Gene expression profiling from blood for early detection of breast cancer

Proc Amer Assoc Cancer Res, Volume 47, 2006 3603 It is now well established that early detection of breast cancer improves survival rates and increases the probability of successful treatment. To date, mammographic screening is the most reliable method to detect breast cancer in asymptomatic women. However, mammography has significant limitations: it often fails to detect very small tumors in absence of microcalcifications and is difficult to interpret with dense breast in young women. These limitations lead us to evaluate an alternative method for screening breast cancers based on the identification of a molecular signature in peripheral blood cells. ExonHit’s gene profiling technology DATAS (Differential Analysis of Transcripts with Alternative Splicing) allowed the isolation of a set of messengers and alternatively spliced mRNA sequences that were differentially expressed between the blood of healthy women and early stage breast cancer patients.

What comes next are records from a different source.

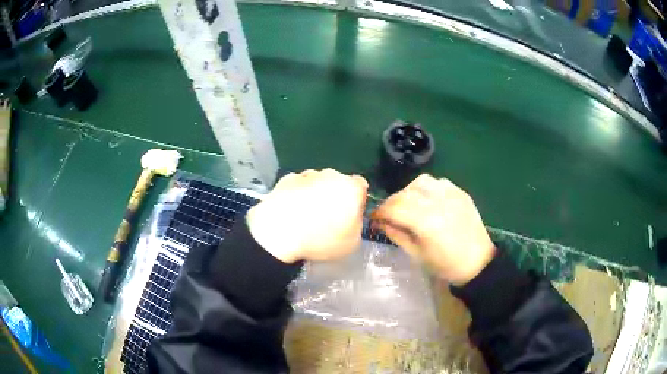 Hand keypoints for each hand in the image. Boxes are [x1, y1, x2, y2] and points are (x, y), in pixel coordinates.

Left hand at [246, 169, 367, 262]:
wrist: (279, 232)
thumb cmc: (320, 239)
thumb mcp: (352, 243)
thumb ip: (357, 225)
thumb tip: (351, 218)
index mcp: (351, 188)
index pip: (361, 186)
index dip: (357, 199)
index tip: (350, 214)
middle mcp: (331, 175)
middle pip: (337, 183)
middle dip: (335, 196)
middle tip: (327, 218)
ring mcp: (307, 175)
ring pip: (316, 182)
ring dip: (315, 194)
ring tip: (305, 216)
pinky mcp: (286, 179)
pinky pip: (297, 186)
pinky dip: (296, 195)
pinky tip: (290, 211)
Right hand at [371, 174, 495, 285]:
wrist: (478, 263)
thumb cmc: (445, 265)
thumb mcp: (417, 255)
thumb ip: (396, 235)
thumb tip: (380, 222)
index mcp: (426, 222)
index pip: (394, 207)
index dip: (380, 212)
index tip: (374, 218)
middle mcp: (438, 202)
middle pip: (405, 193)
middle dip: (392, 202)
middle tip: (389, 214)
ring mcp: (451, 195)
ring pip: (421, 182)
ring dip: (409, 191)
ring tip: (409, 205)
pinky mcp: (461, 193)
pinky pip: (439, 182)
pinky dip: (428, 188)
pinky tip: (428, 201)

A customised Affymetrix Genechip array has then been set up for the validation of those DATAS clones. Total RNA extracted from whole blood samples of 37 controls and 55 breast cancer stage I/II (i.e. train group) were amplified, labeled and hybridized on the custom array in order to identify the most significant diagnostic markers. Monoparametric and multiparametric approaches have been carried out, leading to the identification of a 54-gene signature capable of clearly distinguishing healthy women from early stage breast cancers. By applying this method to the train group, 86.5% of the controls and 92.7% of the breast cancers were correctly classified. A first, limited validation with 21 independent blood samples (5 healthy controls vs 16 early stage-breast cancers) showed that this expression profile in blood kept its diagnostic power. The confirmation of the robustness of the blood-molecular signature is underway using a larger independent cohort of 1000 patients. In parallel, blood samples of patients suffering from benign breast diseases, inflammatory diseases or other types of cancer are processed in order to evaluate the specificity of the gene signature for breast cancer. Taken together, our results show that a gene expression-based assay can be developed for the early detection of breast cancer through the use of 5ml of whole blood and that such assay will rely on transcripts very unlikely to be expressed from circulating tumor cells.